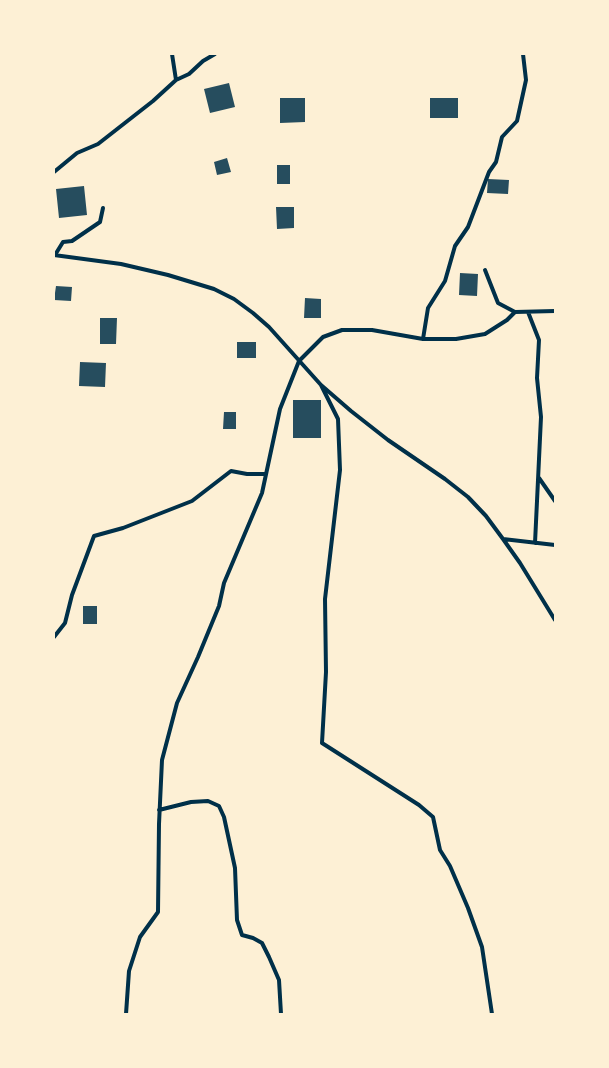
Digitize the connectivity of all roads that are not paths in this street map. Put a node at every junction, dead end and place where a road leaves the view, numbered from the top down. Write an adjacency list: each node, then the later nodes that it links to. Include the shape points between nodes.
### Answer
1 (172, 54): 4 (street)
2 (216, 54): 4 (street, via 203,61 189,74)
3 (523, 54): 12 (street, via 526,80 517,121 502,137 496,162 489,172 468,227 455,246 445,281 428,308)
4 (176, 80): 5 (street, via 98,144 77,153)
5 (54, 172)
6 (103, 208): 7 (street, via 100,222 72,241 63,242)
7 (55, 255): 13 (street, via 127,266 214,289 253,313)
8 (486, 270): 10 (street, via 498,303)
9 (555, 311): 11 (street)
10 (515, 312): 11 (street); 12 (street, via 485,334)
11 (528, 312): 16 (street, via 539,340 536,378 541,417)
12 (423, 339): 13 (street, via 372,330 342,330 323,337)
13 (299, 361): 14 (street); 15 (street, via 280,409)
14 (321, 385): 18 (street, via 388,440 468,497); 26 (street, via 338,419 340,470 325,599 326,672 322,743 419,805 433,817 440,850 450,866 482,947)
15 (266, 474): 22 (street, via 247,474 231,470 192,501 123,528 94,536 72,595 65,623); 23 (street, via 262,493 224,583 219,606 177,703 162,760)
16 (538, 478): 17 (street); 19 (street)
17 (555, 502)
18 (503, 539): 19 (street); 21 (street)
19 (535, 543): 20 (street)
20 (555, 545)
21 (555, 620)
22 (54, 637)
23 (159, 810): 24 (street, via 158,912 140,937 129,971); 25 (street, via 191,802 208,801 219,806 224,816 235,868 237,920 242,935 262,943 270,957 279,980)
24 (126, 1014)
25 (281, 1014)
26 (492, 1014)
******
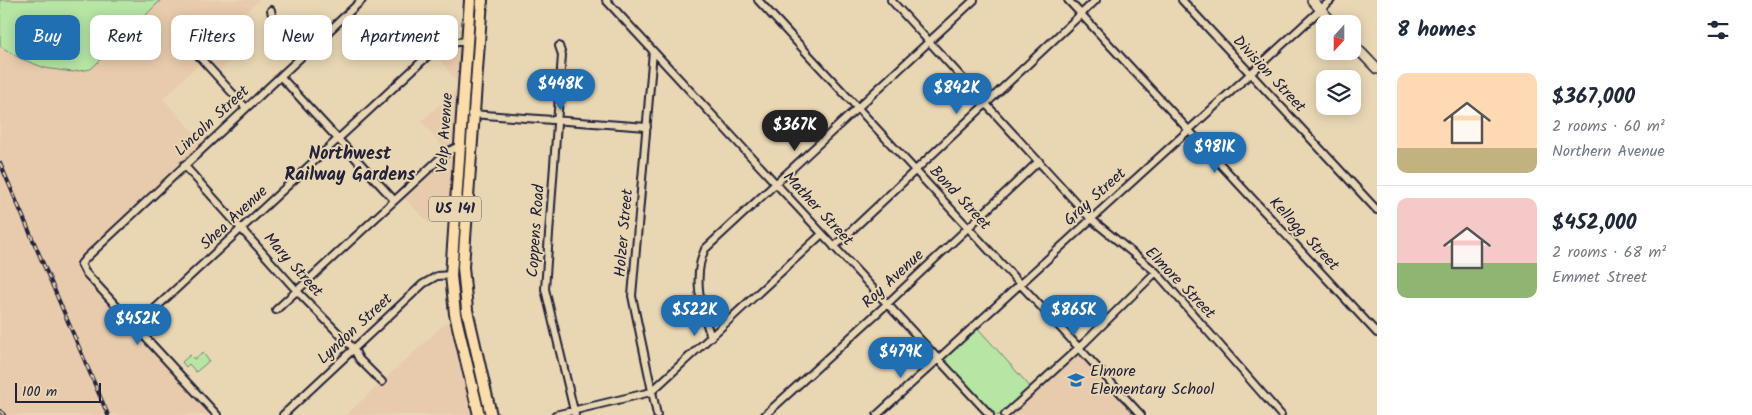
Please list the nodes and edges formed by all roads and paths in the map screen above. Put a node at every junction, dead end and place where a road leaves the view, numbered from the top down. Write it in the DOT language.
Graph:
******
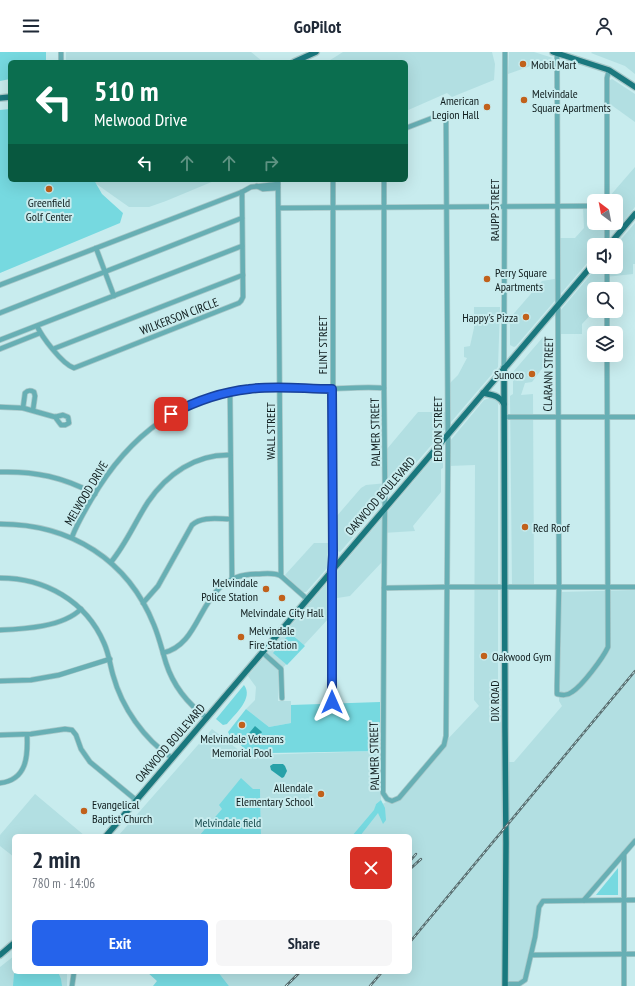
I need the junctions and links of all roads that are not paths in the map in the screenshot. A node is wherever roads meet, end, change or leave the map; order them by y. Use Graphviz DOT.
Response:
******
**Aim of the exercise:**
Filter the listing above, keeping only the lines with "paths".

**Result:**
Digitize the connectivity of all roads that are not paths in this street map. Put a node at every junction, dead end and place where a road leaves the view, numbered from the top down. Write an adjacency list: each node, then the later nodes that it links to. Include the shape points between nodes.
Please list the nodes and edges formed by all roads and paths in the map screen above. Put a node at every junction, dead end and place where a road leaves the view, numbered from the top down. Write it in the DOT language.
I need the junctions and links of all roads that are not paths in the map in the screenshot. A node is wherever roads meet, end, change or leave the map; order them by y. Use Graphviz DOT.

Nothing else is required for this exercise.